Der bundesweite Marktcheck der Verbraucherzentralen hat das Angebot von ausgewähltem Obst und Gemüse in 25 Supermärkten, Biohandelsmärkten und Discountern untersucht. Die Ergebnisse zeigen:

- Nur rund ein Viertel der angebotenen Äpfel und 18 Prozent der Möhren wurden in Klasse II, also mit optischen Makeln und verschiedener Größe, angeboten.
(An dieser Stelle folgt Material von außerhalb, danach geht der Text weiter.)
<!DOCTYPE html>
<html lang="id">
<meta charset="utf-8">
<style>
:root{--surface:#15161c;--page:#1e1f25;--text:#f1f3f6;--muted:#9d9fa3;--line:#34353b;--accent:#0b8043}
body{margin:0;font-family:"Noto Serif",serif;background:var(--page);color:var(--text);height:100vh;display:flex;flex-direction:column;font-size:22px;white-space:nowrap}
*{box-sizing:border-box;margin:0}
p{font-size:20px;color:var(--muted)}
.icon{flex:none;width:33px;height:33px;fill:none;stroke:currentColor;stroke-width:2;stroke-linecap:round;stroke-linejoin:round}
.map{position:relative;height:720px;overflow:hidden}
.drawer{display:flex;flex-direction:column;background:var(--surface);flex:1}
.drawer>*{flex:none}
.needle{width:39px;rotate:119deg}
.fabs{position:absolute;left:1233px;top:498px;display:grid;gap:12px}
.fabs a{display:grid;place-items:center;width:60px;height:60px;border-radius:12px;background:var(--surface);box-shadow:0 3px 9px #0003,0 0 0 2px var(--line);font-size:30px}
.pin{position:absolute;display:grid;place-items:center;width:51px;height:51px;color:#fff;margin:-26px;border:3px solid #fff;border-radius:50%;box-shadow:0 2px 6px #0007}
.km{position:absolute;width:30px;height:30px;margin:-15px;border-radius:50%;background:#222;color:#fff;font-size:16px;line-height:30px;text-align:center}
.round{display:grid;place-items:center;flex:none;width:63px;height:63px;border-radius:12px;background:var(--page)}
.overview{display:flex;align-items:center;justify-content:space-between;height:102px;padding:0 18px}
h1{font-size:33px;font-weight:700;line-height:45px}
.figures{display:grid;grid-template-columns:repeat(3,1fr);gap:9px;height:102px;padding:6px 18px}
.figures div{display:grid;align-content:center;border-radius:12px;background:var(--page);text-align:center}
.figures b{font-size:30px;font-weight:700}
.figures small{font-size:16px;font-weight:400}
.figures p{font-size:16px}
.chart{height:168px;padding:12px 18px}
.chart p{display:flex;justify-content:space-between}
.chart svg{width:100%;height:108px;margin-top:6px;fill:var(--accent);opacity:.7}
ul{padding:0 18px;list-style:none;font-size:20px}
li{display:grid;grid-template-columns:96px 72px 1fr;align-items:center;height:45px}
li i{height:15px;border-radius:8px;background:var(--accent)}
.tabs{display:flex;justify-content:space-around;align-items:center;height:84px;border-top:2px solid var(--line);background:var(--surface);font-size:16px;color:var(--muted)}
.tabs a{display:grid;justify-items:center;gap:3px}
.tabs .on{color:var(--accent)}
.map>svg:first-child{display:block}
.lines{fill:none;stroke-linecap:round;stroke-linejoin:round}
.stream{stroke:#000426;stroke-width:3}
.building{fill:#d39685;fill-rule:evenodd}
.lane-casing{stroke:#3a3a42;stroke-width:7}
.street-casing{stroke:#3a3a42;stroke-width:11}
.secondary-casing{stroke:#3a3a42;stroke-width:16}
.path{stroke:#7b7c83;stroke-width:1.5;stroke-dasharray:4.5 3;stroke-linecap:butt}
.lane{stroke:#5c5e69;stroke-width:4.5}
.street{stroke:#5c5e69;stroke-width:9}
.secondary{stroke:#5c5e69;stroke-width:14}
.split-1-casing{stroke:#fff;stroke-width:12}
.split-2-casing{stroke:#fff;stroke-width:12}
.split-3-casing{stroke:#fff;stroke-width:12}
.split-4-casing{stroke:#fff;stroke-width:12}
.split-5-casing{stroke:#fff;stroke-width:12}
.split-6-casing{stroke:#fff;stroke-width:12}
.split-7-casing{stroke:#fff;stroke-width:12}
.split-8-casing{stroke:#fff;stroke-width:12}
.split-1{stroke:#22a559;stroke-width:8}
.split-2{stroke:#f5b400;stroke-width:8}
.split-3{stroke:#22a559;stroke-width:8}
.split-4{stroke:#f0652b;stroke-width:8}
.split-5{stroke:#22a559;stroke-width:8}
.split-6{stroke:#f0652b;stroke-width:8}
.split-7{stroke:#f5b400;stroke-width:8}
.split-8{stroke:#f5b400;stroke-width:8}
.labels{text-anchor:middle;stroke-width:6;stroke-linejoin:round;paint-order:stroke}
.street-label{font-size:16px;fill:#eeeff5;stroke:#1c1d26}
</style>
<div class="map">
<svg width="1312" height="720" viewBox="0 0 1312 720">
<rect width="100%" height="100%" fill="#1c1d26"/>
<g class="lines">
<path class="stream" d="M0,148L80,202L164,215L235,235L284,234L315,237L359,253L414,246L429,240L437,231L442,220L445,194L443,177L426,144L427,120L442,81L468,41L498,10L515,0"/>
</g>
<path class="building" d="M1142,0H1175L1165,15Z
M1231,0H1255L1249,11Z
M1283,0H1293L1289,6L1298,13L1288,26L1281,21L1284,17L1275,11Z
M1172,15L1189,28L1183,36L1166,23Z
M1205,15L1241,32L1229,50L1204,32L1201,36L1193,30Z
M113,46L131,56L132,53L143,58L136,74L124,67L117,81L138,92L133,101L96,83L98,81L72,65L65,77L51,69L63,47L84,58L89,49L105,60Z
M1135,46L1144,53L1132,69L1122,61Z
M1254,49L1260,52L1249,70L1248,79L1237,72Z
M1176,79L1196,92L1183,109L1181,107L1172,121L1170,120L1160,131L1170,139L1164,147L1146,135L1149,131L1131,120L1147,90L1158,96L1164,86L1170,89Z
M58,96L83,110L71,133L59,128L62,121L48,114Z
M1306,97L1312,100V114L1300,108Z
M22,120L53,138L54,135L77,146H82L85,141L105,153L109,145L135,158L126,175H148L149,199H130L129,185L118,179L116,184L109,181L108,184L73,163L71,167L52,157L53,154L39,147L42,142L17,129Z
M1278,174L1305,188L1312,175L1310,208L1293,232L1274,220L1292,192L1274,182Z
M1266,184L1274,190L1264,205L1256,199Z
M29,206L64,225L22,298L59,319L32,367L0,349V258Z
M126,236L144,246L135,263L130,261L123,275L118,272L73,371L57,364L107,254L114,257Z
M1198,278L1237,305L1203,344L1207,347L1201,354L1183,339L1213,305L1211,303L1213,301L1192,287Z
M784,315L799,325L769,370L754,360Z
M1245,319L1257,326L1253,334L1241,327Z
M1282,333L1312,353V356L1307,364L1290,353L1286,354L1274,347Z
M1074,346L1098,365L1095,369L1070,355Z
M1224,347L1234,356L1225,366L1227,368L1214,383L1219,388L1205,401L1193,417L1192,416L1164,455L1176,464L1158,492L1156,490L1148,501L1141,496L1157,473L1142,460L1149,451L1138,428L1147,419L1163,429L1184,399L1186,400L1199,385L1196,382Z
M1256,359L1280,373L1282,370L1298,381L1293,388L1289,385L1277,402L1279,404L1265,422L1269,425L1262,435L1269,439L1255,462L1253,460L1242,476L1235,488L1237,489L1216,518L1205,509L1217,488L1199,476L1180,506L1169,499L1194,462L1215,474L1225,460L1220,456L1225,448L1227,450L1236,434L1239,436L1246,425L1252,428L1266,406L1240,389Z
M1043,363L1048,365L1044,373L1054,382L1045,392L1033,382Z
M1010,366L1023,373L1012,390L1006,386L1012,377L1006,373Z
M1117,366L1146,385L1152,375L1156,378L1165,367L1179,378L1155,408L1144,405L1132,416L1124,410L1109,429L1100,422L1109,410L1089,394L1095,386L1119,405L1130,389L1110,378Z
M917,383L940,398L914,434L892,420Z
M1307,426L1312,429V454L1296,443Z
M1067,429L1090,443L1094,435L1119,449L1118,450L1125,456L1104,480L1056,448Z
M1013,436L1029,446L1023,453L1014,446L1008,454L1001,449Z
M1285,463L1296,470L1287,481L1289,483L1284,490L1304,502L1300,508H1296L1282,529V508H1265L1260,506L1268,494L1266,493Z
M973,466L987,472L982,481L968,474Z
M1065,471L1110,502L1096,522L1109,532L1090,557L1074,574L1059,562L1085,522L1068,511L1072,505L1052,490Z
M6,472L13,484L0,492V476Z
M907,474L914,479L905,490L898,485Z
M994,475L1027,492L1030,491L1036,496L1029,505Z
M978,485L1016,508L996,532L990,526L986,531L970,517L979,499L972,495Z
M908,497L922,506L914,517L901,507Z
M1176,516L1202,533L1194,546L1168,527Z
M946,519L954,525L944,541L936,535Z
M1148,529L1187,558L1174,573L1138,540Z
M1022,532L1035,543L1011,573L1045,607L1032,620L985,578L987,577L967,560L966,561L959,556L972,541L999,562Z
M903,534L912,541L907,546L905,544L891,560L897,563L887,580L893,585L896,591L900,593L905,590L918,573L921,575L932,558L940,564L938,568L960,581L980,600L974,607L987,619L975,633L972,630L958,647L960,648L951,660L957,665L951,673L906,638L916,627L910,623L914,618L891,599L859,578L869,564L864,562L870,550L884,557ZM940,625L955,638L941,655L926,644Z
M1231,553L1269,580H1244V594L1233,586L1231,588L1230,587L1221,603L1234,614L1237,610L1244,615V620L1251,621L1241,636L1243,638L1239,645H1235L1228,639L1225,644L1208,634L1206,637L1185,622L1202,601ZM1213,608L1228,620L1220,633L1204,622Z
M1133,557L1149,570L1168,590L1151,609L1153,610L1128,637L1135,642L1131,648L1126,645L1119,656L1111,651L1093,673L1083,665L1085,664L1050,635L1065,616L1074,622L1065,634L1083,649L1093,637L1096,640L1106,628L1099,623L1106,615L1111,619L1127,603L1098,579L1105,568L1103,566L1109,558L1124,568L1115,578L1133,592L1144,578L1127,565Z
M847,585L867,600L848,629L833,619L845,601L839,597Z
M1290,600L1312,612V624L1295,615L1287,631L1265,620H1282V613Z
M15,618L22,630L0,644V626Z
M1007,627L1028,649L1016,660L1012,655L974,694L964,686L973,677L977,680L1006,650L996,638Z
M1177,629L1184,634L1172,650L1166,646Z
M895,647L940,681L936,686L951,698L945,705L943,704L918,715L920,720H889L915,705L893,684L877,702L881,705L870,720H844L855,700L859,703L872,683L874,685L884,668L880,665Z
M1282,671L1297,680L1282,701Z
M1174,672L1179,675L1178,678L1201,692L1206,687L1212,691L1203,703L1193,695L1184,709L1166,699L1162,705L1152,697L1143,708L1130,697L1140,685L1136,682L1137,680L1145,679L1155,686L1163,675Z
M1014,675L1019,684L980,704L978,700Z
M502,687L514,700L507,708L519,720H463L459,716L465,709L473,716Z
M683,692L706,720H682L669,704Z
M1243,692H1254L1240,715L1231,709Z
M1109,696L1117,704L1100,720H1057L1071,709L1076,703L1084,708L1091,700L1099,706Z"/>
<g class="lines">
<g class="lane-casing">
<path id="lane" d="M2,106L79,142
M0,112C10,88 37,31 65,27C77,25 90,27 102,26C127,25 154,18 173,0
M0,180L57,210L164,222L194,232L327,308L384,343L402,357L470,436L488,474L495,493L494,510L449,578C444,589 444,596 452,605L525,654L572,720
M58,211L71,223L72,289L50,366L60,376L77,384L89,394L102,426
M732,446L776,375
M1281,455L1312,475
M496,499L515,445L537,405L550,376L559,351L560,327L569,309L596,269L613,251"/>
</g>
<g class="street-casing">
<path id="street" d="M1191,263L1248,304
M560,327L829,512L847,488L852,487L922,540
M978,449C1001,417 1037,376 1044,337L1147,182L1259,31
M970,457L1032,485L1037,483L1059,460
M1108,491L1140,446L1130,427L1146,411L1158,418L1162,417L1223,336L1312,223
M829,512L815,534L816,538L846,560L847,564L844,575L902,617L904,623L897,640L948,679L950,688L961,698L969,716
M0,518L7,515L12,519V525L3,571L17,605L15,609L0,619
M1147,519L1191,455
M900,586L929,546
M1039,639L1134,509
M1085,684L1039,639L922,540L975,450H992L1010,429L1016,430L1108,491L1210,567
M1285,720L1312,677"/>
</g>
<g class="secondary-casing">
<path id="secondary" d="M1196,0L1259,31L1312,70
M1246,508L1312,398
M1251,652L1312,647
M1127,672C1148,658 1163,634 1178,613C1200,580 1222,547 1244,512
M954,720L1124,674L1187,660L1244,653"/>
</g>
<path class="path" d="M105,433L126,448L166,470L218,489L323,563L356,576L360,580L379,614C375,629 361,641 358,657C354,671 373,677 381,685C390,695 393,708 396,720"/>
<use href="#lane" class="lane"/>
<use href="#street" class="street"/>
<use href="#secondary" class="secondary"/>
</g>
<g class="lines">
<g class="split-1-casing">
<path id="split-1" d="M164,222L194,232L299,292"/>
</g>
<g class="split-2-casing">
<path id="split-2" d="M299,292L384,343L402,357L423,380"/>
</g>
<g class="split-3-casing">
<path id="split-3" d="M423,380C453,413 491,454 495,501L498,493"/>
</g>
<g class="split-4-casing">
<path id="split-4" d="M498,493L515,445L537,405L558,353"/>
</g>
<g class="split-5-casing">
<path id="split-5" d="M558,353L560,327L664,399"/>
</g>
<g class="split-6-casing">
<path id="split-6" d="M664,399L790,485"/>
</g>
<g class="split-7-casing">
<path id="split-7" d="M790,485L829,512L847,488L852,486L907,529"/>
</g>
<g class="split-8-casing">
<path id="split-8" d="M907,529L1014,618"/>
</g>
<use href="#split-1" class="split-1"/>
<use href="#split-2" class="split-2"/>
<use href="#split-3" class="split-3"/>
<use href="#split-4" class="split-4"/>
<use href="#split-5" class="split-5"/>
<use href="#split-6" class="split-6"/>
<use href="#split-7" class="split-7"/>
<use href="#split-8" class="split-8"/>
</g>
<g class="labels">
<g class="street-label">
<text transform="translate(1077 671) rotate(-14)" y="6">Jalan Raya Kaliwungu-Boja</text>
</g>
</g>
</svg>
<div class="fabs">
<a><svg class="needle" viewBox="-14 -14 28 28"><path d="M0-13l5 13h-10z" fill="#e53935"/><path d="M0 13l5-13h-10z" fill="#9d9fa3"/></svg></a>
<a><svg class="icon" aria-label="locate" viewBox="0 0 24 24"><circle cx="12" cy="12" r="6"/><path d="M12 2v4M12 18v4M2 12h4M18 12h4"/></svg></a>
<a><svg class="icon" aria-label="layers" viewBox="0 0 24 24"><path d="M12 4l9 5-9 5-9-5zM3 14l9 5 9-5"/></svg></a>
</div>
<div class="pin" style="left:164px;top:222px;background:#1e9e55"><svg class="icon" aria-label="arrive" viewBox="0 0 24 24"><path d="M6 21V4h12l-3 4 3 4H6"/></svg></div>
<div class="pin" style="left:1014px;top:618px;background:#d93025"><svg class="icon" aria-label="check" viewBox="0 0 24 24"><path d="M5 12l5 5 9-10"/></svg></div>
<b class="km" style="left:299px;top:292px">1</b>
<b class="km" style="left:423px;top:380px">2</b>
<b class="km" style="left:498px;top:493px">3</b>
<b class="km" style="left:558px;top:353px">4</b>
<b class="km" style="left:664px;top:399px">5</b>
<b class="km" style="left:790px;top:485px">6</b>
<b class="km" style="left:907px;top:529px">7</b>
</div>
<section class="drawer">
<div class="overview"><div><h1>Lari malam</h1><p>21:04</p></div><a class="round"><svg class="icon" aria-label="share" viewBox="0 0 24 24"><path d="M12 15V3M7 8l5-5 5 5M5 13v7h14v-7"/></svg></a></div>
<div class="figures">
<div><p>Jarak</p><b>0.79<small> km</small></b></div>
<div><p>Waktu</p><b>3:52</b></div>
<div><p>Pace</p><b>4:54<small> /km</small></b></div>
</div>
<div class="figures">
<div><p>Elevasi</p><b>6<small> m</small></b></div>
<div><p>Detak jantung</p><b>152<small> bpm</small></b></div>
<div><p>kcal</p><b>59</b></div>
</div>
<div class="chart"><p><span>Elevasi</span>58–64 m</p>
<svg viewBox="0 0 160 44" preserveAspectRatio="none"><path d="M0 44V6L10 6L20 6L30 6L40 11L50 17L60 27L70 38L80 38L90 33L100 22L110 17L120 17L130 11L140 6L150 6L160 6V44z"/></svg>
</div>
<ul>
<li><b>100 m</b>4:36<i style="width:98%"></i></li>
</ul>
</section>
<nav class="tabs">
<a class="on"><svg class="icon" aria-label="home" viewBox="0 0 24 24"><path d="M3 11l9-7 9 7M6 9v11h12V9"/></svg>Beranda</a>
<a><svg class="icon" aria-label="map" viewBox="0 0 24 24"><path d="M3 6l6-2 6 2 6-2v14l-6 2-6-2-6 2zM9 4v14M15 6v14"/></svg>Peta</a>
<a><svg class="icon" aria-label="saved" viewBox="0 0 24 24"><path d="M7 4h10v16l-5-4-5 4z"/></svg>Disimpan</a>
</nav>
In Discountern war dieses Angebot - im Vergleich zu Supermärkten und Biomärkten - noch geringer.

- Kohlrabi, Blumenkohl, Eisbergsalat und Brokkoli wurden fast ausschließlich zum Stückpreis statt nach Gewicht angeboten. Eine Verkaufspraxis, die wenig Anreiz bietet, auch zu kleinerem Gemüse zu greifen.

- Kohlrabi und Radieschen wurden fast immer mit Blättern verkauft, obwohl diese nur als - vermeintliches - Frischemerkmal dienen und meist schon im Handel von den Verbraucherinnen und Verbrauchern entfernt werden.

Verbraucher entscheiden mit

Außerdem analysierte der Marktcheck, inwieweit Obst und Gemüse preisreduziert angeboten wurde, wenn es durch längere Lagerung im Markt an optischer Qualität verloren hatte. Es zeigte sich, dass es solche Angebote nur in rund einem Viertel (28 Prozent) der Geschäfte gab.

Wichtig für ein Umdenken: Damit der Handel seine Vorgaben dauerhaft senken kann, müssen Verbraucherinnen und Verbraucher das Angebot auch annehmen. Dafür braucht es leicht zugängliche und verständliche Informationen, zum Beispiel in Kundenmagazinen oder direkt beim Einkauf.